NEW Series: [I Became a Sitter for the Obsessive Villains] : r/redikomi
NEW Series: [I Became a Sitter for the Obsessive Villains] : r/redikomi

And the heartwarming moments? They happen. I remember one particularly stormy night. Lord Nefarious was away on an important “acquisition mission” (read: probably stealing another teacup). The lights in his lair flickered. The gargoyle outside let out a particularly piteous howl. And I found myself… feeling a little worried. So, I brewed a pot of the strongest, blackest tea I could find, lit a few of those glow-in-the-dark candles he collects, and sat with his prize teacups. It wasn't in my job description, but it felt like the right thing to do. When he returned, he didn't say much, but he did leave me a perfectly polished, albeit slightly creepy, gargoyle figurine on my bedside table. A silent ‘thank you’.

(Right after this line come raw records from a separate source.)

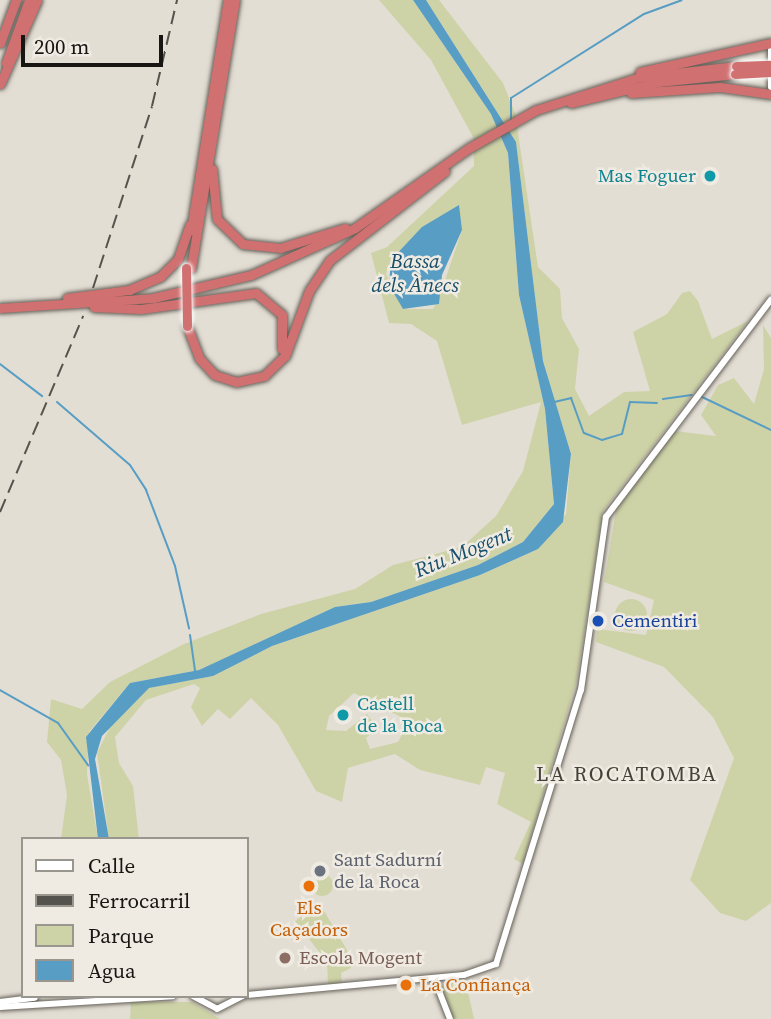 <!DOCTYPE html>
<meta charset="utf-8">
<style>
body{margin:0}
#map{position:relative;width:771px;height:1019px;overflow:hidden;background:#e3ded4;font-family:"Source Serif 4",serif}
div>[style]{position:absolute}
.green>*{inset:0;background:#ced3a7}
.round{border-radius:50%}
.water>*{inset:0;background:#579dc4}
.stream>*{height:2px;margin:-1px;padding:0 1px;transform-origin:1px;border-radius:1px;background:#579dc4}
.roads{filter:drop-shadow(0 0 2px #656159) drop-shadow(0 0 2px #656159)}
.secondary>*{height:6px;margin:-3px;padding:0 3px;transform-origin:3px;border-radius:3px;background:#fff}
.highway>*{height:9px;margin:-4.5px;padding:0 4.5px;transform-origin:4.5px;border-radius:4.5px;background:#d17071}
.rail>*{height:2px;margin-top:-1px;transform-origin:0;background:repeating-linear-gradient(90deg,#55534d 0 14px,transparent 0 21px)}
.bridges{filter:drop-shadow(0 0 2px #fff) drop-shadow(0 0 2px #fff)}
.highway-bridge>*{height:9px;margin:-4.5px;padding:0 4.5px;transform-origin:4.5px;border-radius:4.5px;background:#d17071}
.dots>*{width:19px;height:19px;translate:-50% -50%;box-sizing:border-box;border:4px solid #f0ebe2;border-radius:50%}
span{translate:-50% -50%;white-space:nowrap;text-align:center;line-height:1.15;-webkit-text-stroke:5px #f0ebe2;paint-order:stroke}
.culture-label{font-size:19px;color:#0d838f}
.right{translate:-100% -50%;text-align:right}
.left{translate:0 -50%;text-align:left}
.transit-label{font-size:19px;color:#164399}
.worship-label{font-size:19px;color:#5b616d}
.food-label{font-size:19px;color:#c56008}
.education-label{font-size:19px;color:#785e54}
.water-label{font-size:21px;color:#174f6b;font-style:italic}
.neighbourhood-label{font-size:21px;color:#454139;letter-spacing:2px}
.legend{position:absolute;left:21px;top:837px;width:228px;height:161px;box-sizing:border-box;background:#f0ebe2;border:2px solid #99968f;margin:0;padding:9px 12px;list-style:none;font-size:21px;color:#171612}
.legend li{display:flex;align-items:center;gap:14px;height:35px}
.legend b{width:35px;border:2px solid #99968f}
.scale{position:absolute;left:21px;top:35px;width:142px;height:32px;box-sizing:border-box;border:4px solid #171612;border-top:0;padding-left:9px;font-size:21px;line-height:24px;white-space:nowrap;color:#171612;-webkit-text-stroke:5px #f0ebe2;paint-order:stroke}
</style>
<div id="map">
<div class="green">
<i style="clip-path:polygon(evenodd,379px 0,413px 0,491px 114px,508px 153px,519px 295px,545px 409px,554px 504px,523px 542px,478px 565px,371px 602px,335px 607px,199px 670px,130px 683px,89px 732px,87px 774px,98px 839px,61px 839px,67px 795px,61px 760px,47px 742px,51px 699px,82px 709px,110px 682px,184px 644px,261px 614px,355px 589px,393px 565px,462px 547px,496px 516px,523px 471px,541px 402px,462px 425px,437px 341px,411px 324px,389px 323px,371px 253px,387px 247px,474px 166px,473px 137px,431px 60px,379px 0,437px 218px,462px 230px,440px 295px,433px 309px,403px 309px,386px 274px,391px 260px,437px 218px)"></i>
<i style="clip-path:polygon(evenodd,426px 0,439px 0,503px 83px,515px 113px,538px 267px,560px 289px,562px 318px,579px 349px,575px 389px,589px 416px,624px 392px,650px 391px,633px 332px,667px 314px,682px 293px,690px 291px,698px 301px,712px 339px,748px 321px,603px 511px,577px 679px,523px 864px,514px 859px,531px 822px,497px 804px,505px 773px,486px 767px,480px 785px,420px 770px,395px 754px,348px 768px,342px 802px,316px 791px,278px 725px,251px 698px,230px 719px,218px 709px,202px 726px,191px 707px,200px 688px,194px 684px,146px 700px,115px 737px,119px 763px,133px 786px,139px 839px,109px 839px,97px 753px,113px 721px,148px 688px,213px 676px,272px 646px,480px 575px,538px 549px,566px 514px,571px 454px,543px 361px,516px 142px,426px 0,354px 693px,409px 721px,398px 742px,370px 749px,366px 738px,377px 728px,367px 714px,346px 731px,326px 730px,329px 716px,354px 693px)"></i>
<i style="clip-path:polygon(763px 325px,771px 338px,771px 903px,746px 921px,720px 913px,690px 880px,734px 758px,713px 717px,664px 667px,596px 642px,597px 629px,646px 635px,654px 600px,604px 582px,616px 510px,675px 431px,716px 436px,701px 415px,718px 385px,734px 378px,754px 404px,764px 369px)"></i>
<i class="round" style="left:615px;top:599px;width:32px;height:32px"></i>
<i class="round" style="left:311px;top:874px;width:22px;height:22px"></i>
<i style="clip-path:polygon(320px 904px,347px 950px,351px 968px,341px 973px,342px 984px,328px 985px,327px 962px,295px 921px)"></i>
<i style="clip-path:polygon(465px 978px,474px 1019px,450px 1019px,438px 986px)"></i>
<i style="clip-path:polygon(131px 1002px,192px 1002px,220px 1019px,130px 1019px)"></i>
</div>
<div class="water">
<i style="clip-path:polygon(413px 0,426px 0,516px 142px,543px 361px,571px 454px,563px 522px,538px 549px,480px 575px,272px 646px,213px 676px,149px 688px,102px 736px,95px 759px,109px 839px,98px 839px,86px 737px,130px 683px,199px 670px,335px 607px,371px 602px,478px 565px,523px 542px,554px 504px,545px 409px,519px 295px,508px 153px,491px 114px)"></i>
<i style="clip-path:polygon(459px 205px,462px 230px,442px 275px,439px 304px,403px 309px,389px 285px,391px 260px,422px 227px)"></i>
</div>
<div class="stream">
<i style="left:511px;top:120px;width:22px;rotate:-90deg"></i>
<i style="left:511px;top:98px;width:157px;rotate:-32.3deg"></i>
<i style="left:644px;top:14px;width:40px;rotate:-20.2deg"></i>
<i style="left:0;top:364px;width:53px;rotate:37.3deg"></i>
<i style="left:700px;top:396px;width:79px;rotate:25.6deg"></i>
<i style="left:663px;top:399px;width:29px;rotate:-8deg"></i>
<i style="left:57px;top:402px;width:96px;rotate:40.8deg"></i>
<i style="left:130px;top:465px;width:30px;rotate:57deg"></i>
<i style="left:146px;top:490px;width:81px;rotate:69.1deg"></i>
<i style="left:175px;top:566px;width:64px;rotate:77.3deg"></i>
<i style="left:550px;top:403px;width:22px;rotate:-13deg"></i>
<i style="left:571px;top:398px;width:37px;rotate:70deg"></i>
<i style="left:584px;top:433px;width:19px;rotate:21deg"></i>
<i style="left:602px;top:440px;width:21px;rotate:-17deg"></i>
<i style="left:622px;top:434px;width:33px;rotate:-76deg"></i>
<i style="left:630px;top:402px;width:27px;rotate:2deg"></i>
<i style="left:190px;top:635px;width:37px;rotate:82deg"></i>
<i style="left:0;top:690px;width:67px;rotate:29.6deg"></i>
<i style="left:58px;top:723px;width:52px;rotate:54.5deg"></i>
</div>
<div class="roads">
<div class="secondary">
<i style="left:771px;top:46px;width:41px;rotate:90deg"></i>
<i style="left:434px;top:978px;width:44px;rotate:68.7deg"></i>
<i style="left:247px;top:995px;width:218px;rotate:-5.3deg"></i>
<i style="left:464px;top:975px;width:34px;rotate:-19deg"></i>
<i style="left:496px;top:964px;width:287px;rotate:-72.8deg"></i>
<i style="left:581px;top:690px;width:175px;rotate:-81.8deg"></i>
<i style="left:606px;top:517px;width:273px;rotate:-52.8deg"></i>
<i style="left:193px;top:996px;width:27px;rotate:28deg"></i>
<i style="left:217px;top:1009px;width:29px;rotate:-27deg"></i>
<i style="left:0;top:1002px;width:35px;rotate:-7deg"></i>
<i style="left:0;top:1007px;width:173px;rotate:-3.6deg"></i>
</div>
<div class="highway">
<i style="left:0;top:43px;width:46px;rotate:-69.6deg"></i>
<i style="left:6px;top:63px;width:67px;rotate:-69.9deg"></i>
<i style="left:640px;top:72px;width:134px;rotate:-12.5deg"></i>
<i style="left:0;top:84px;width:92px;rotate:-66.2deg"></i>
<i style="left:631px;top:93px;width:89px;rotate:-3.9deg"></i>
<i style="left:720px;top:87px;width:51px;rotate:7.8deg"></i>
<i style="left:571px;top:103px;width:89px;rotate:-13.6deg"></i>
<i style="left:658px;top:82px;width:77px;rotate:-5.9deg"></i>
<i style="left:212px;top:169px;width:50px;rotate:84.3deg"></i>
<i style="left:217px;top:219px;width:36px;rotate:44deg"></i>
<i style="left:243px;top:244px;width:37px;rotate:6deg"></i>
<i style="left:280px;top:248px;width:68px;rotate:-17.1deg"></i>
<i style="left:191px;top:230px;width:233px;rotate:-80.9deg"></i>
<i style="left:191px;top:268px;width:272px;rotate:-80.7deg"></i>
<i style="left:67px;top:298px;width:63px;rotate:-7.4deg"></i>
<i style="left:129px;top:290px;width:34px;rotate:-23deg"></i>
<i style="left:160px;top:277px;width:25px;rotate:-45deg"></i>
<i style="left:178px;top:259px;width:36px;rotate:-71deg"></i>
<i style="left:94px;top:307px;width:47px;rotate:2.4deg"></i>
<i style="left:141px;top:309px;width:116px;rotate:-7.9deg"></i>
<i style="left:256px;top:293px;width:34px;rotate:40deg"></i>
<i style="left:282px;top:315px;width:34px;rotate:90deg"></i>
<i style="left:0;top:308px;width:153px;rotate:-3.7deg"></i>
<i style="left:153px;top:298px;width:101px;rotate:-13.2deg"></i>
<i style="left:251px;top:275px;width:114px;rotate:-24.3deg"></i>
<i style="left:355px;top:228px;width:139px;rotate:-35.1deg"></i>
<i style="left:469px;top:148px;width:77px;rotate:-29.6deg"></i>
<i style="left:536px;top:110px;width:109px;rotate:-17.6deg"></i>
<i style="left:640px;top:77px;width:97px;rotate:-6.5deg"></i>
<i style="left:187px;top:326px;width:34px;rotate:69deg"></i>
<i style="left:199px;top:358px;width:23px;rotate:47deg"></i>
<i style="left:215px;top:375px;width:22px;rotate:18deg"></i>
<i style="left:236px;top:382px;width:29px;rotate:-12deg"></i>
<i style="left:264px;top:376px;width:29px;rotate:-44deg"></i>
<i style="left:285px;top:356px;width:69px;rotate:-69.7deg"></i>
<i style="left:309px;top:291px;width:37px;rotate:-56deg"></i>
<i style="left:330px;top:260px;width:145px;rotate:-37.7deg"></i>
</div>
</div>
<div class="rail">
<i style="left:93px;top:288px;width:191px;rotate:-72deg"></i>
<i style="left:152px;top:106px;width:109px;rotate:-76.7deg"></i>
<i style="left:0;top:512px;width:213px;rotate:-67deg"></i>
</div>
<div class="bridges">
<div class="highway-bridge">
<i style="left:736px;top:66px;width:35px;rotate:-2deg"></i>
<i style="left:735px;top:74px;width:36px;rotate:-3deg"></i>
<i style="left:186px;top:268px;width:58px;rotate:89deg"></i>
</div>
</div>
<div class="dots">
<i style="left:710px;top:176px;background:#0f9aa8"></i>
<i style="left:598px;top:621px;background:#1a4fb4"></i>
<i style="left:343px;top:715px;background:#0f9aa8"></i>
<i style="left:320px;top:871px;background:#6b7280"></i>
<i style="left:309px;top:886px;background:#e8710a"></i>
<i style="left:285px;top:958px;background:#8d6e63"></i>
<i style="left:406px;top:985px;background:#e8710a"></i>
</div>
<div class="culture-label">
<span class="right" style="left:696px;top:176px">Mas Foguer</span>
<span class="left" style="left:357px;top:715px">Castell<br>de la Roca</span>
</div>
<div class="transit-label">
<span class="left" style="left:612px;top:621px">Cementiri</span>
</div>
<div class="worship-label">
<span class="left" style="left:334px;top:871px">Sant Sadurní<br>de la Roca</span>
</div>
<div class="food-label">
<span style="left:309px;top:919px">Els<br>Caçadors</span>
<span class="left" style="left:420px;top:985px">La Confiança</span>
</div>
<div class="education-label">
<span class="left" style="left:299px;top:958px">Escola Mogent</span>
</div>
<div class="water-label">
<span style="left:415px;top:273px">Bassa<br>dels Ànecs</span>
<span style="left:463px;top:552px;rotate:-22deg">Riu Mogent</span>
</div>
<div class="neighbourhood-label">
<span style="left:627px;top:774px">LA ROCATOMBA</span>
</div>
<ul class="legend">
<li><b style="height:9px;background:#fff"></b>Calle</li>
<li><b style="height:9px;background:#55534d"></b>Ferrocarril</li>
<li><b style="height:19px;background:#ced3a7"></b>Parque</li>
<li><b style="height:19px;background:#579dc4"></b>Agua</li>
</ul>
<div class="scale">200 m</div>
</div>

It’s a bizarre gig, I’ll admit. I’ve learned more about evil minions and their dietary needs than I ever thought possible. I can now identify the subtle differences between a "standard" evil cackle and a "truly menacing" one. And I’ve discovered that even the most terrifying villains have their… soft spots. Their peculiar passions. Their need for someone to just… make sure things are in order. And somehow, in the midst of all the impending doom and gloom, I’ve found a strange kind of enjoyment in being the one to keep their very specific, very obsessive worlds running smoothly. It’s definitely not boring, that’s for sure.